Accidental electoral debut
This fact has managed to duck attention altogether. After his initial grooming in the RSS, Parrikar’s initial role in the BJP was that of an organizer, as one of the secretaries of the party’s state unit. In 1991, BJP leader late Pramod Mahajan entrusted him with the responsibility of selecting a candidate for the North Goa Lok Sabha seat in the general elections. Parrikar could not shortlist a single credible candidate for his party, because contesting a popular election on a BJP ticket at the time was considered synonymous with certain defeat, and a poor defeat at that. With no candidate available, Mahajan directed Parrikar to contest the election.

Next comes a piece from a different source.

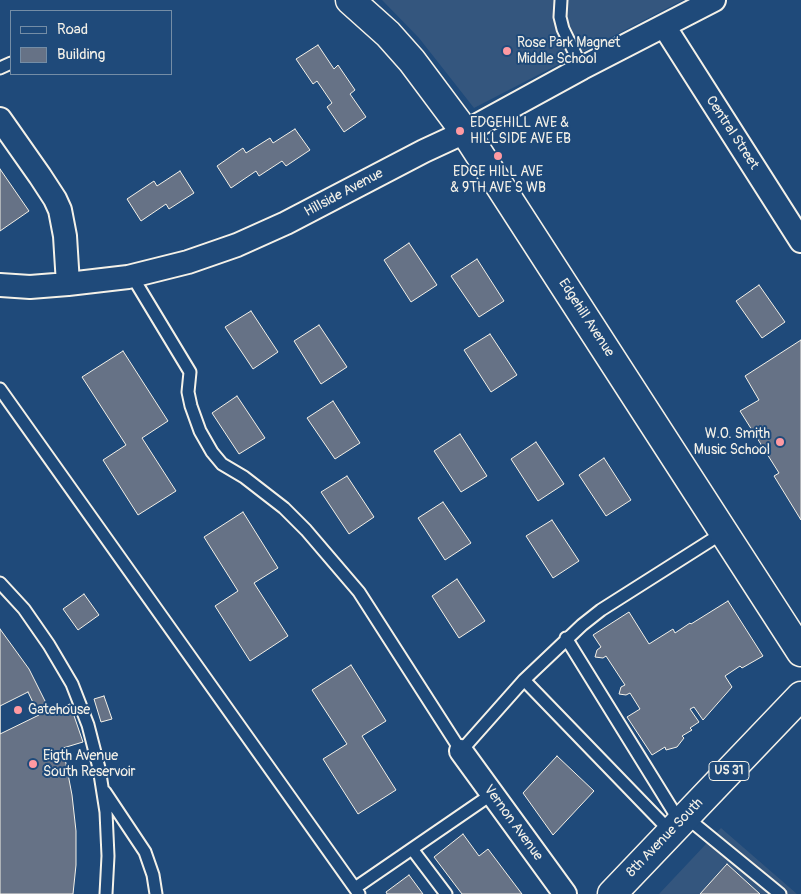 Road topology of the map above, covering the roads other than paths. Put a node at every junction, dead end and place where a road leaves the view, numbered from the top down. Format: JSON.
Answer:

Parrikar’s defeat in the 1991 Lok Sabha polls was the only electoral loss in his political career.
Bookworm
Parrikar was known to read just about everywhere. In the front seat of his official car, in hotel lobbies, at the airport and even on the seat of his loo. He devoured books like he customarily devoured his political opposition. In 2013, at a book release event, he confessed that his house had two toilets. “I am currently reading a book on the Mahabharata. It’s in one toilet. There’s another book in the other toilet,” Parrikar said then.
Music to the soul
Amid spasms of pain while undergoing treatment for pancreatic cancer in New York, Parrikar looked to Hindustani classical singer Jitendra Abhisheki for solace. He loved to listen to Marathi bhavgeets (devotional songs) too. His favourite singers were Sudhir Phadke, Bharat Ratna Bhimsen Joshi, Pandit Abhisheki and Rahul Deshpande. Phadke’s ‘Dehachi Tejori’ (God’s vault) and Veer Savarkar’s ‘Sagara Prana Talmala’ (O Ocean, my heart is restless) topped his list of favourite songs. In his later years, he liked listening to Rahul Deshpande, whose songs were downloaded to his Ipad.
Mercedes mania
As a young businessman, when his political journey was still some distance away, Parrikar ambition was to own a Mercedes car. Once he walked the political path however, he realised that owning a Mercedes would impair public perception of him. After all he was beginning to be known for his ‘common man’ identity. So he dropped the idea altogether.
Control-freak
Parrikar’s style of governance was marked by a chronic disregard for existing administrative systems, with excessive power wrested in his person. Ministers were mere puppets in his abrasive style of governance, as Parrikar, his few handpicked bureaucrats and upper caste coterie members pulled all the strings. There was a key reason why Parrikar kept stalling his departure to Delhi as a cabinet minister. Because Modi mirrored his traits, when it came to governance-style and control. “I was a king in Goa. In Delhi, I am just one of the many princes,” Parrikar lamented to his friends.
Tech travails
For an IIT alumnus, Parrikar shied away from using new technology for communication. Apart from using a mobile phone to make and receive calls, he had no other use for the instrument. According to those close to him, accessing emails reluctantly was as far as Parrikar would go, when it came to embracing technology.
Money management
For a man, who is often lauded for planning and vision, Parrikar was pretty much financially broke when he returned to Goa, soon after passing out of IIT-Bombay and marrying Medha. He was so short on money, that his mother, Radhabai, paid some of his insurance premiums for a while.
Swachch Goa
India woke up to the ‘virtues’ of co-branding Mahatma Gandhi’s birth anniversary with a cleanliness gig, as part of Prime Minister Narendra Modi’s Swachch Bharat Mission in 2014. But the initiative was first launched by Parrikar as Chief Minister of Goa on October 2, 2002. He preferred to call it ‘Clean Offices Day’, when government servants were called to their respective offices on the national holiday and directed to spruce up the premises and immediate surroundings.